Material for this exercise Start Marker

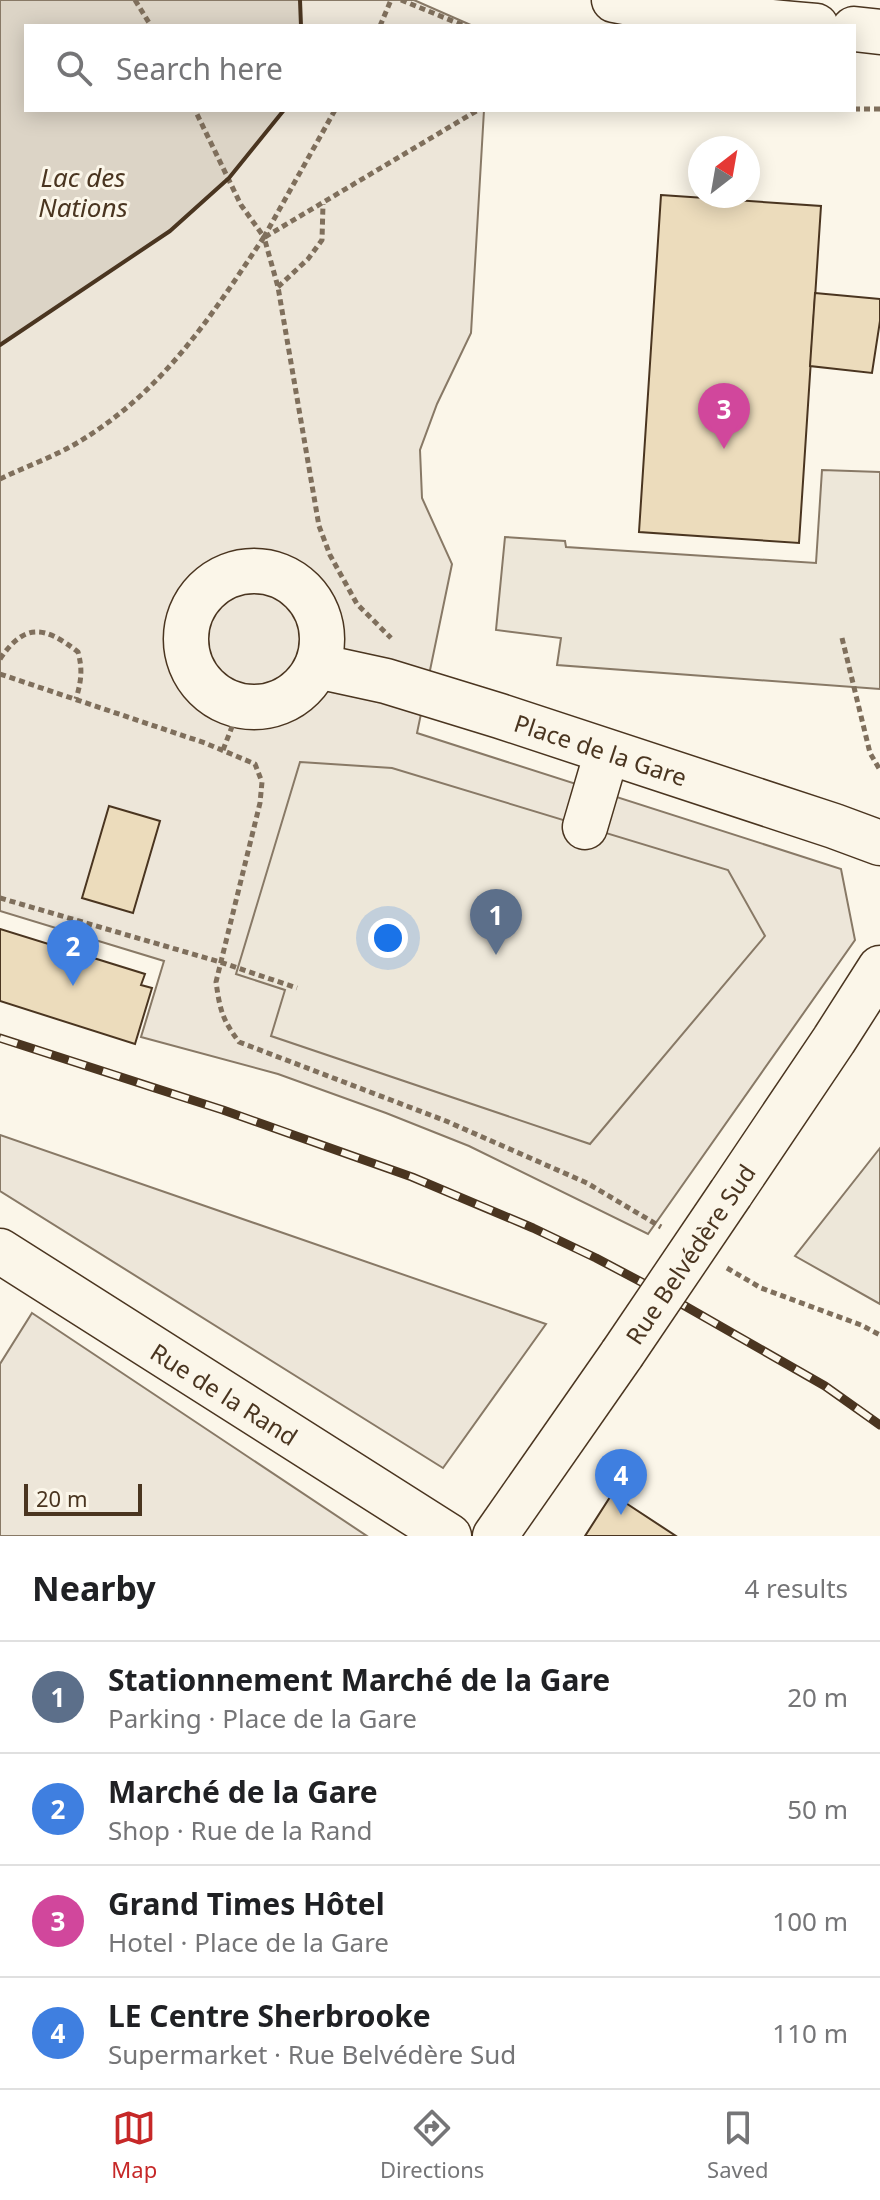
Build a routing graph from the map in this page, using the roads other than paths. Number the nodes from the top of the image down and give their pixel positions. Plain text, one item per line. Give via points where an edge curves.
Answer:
1 (614, 0) edge
2 (794, 24) edge
3 (856, 29) edge
4 (880, 32) edge
5 (317, 666) junction
6 (607, 752) junction
7 (585, 827) dead end
8 (880, 843) edge
9 (880, 968) edge
10 (0, 1251) edge
11 (449, 1536) edge
12 (495, 1536) edge

1 - 2 street
3 - 4 street
5 - 5 street via 286,700 240,706 218,697 190,663 189,620 214,584 234,574 278,575 312,602 322,644
5 - 6 street, Place de la Gare via 386,681
6 - 7 street
6 - 8 street, Place de la Gare
9 - 12 street, Rue Belvédère Sud, bridge
10 - 11 street, Rue de la Rand

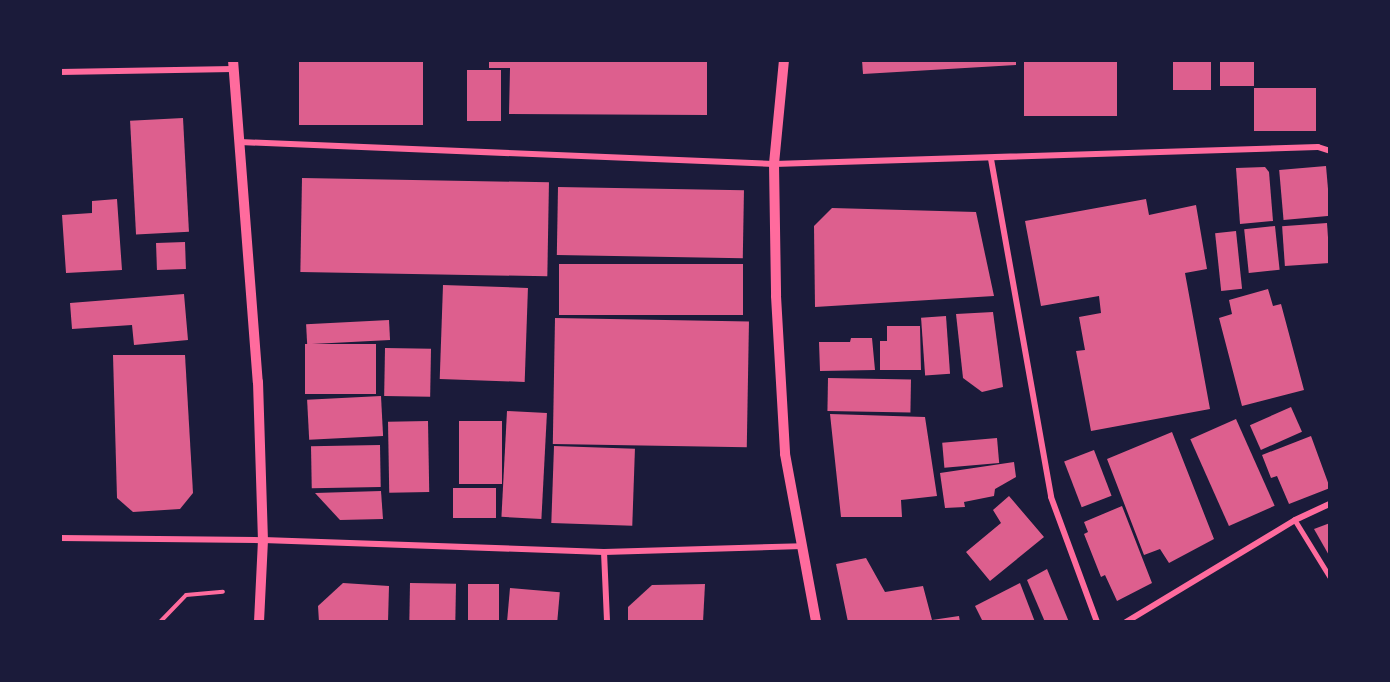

Material for this exercise End Marker

→ What the task requires: Reproduce the records above exactly, excluding every picture.

→ Task solution:
Build a routing graph from the map in this page, using the roads other than paths. Number the nodes from the top of the image down and give their pixel positions. Plain text, one item per line. Give via points where an edge curves.
Answer:
1 (614, 0) edge
2 (794, 24) edge
3 (856, 29) edge
4 (880, 32) edge
5 (317, 666) junction
6 (607, 752) junction
7 (585, 827) dead end
8 (880, 843) edge
9 (880, 968) edge
10 (0, 1251) edge
11 (449, 1536) edge
12 (495, 1536) edge

1 - 2 street
3 - 4 street
5 - 5 street via 286,700 240,706 218,697 190,663 189,620 214,584 234,574 278,575 312,602 322,644
5 - 6 street, Place de la Gare via 386,681
6 - 7 street
6 - 8 street, Place de la Gare
9 - 12 street, Rue Belvédère Sud, bridge
10 - 11 street, Rue de la Rand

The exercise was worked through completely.